Another thing I started to do was I looked at people who accomplished the impossible. How do they do this? Your most basic example is in 1954, the first person to run a mile in under four minutes was Roger Bannister.
Prior to that, people said, “It’s impossible! Human body can never do it.” He does it. It’s now an achievable goal.
The baseball pitcher Nolan Ryan, who threw his 7th no-hitter at the age of 44, and in that game, throwing the ball 96 miles per hour. He staved off the aging process of the human body for 25 years.
So I’ve adopted his lifestyle: every morning I begin with yoga, stretching, weight lifting, you name it, cycling. I live a very disciplined lifestyle.
In 2013, I had the privilege of meeting someone who accomplished the impossible, and that was Nando Parrado, who survived the famous plane crash in 1972 in the Andes mountains.
And when the plane crashed in the winter, high up in the mountains, Nando was thrown from row nine into the bulkhead. His skull was fractured in four places. He was given up for dead and placed in the cold with the bodies.
Three days later, he awoke from a coma, and 72 days after the crash, Nando showed up in the foothills and got help. This man has gone 37.5 miles through one of the most difficult mountain ranges in the world in the winter.
He had never seen snow, he had no survival training, no gloves, no boots, no equipment and no food. His only source of food was the people who had perished in the crash.
Mountain climbing teams that reconstructed his route said what this man did was not possible.
So I met him, and I said to him, “I always wanted to meet you and thank you because you were one of my guides when I was finished. I’m not supposed to be here.”

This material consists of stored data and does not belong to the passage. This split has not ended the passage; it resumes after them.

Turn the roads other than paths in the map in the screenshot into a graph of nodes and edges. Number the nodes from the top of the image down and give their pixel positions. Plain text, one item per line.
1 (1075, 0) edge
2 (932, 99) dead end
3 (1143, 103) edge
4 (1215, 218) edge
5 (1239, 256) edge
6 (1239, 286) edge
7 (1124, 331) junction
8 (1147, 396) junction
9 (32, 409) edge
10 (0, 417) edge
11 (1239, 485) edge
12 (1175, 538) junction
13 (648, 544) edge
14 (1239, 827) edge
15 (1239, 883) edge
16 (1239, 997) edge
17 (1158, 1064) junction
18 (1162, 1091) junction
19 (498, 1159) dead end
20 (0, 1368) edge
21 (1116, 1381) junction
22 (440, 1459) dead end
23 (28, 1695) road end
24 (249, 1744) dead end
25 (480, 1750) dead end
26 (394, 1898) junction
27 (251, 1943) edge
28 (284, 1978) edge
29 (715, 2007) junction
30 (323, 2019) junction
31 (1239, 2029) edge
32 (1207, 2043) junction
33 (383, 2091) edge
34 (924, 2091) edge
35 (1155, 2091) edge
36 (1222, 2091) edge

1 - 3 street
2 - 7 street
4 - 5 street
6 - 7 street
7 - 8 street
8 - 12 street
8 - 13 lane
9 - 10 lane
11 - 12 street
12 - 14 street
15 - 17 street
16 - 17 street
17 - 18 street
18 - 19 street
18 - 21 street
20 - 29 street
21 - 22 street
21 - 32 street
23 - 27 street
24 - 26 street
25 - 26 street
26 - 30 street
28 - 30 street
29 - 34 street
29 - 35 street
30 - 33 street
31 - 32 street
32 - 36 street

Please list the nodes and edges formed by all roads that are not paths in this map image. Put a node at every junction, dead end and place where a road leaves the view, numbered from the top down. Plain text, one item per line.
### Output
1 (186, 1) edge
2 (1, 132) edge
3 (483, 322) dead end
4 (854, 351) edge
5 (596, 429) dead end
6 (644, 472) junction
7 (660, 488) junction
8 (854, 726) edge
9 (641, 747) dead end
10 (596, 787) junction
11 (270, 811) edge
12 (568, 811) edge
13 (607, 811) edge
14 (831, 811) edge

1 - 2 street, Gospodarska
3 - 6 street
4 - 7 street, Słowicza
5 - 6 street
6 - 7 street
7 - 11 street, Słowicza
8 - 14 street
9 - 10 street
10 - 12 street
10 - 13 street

And he said, “I’m not supposed to be here either.”
And when this giant gave me a hug, something went through me. I felt like for the first time that I had cured myself of this incurable disease.
And I went back to my neurologist, whom I hadn’t seen for 11 years, and he did a complete series of MRIs again on my brain and spinal cord.
In 1999, my brain had over 50 active lesions, and my spinal cord had one that was 3.5 centimeters in length.
And I worked so hard at my recovery, and true to my word, I went back to work in six weeks when the orchestra season started. Wasn’t easy, but I kept going, never missed work. I missed five weeks of work that year when I was hospitalized.
So in 2013, I had a complete series of MRIs done. When my neurologist looked at the results, he said to me, “You did the impossible.” Because there were no more lesions and no traces of the disease anymore, whatsoever.
So, I was so taken out in 1999, but I worked hard, and everything came back. I got the use of my legs back, I got the use of my eyesight back, I now make it to the bathroom when I need to go.
I don’t hear helicopters anymore, and I don’t feel like I’m receiving electrical current anymore, but the most important thing, I’ve gotten the use of my hands back.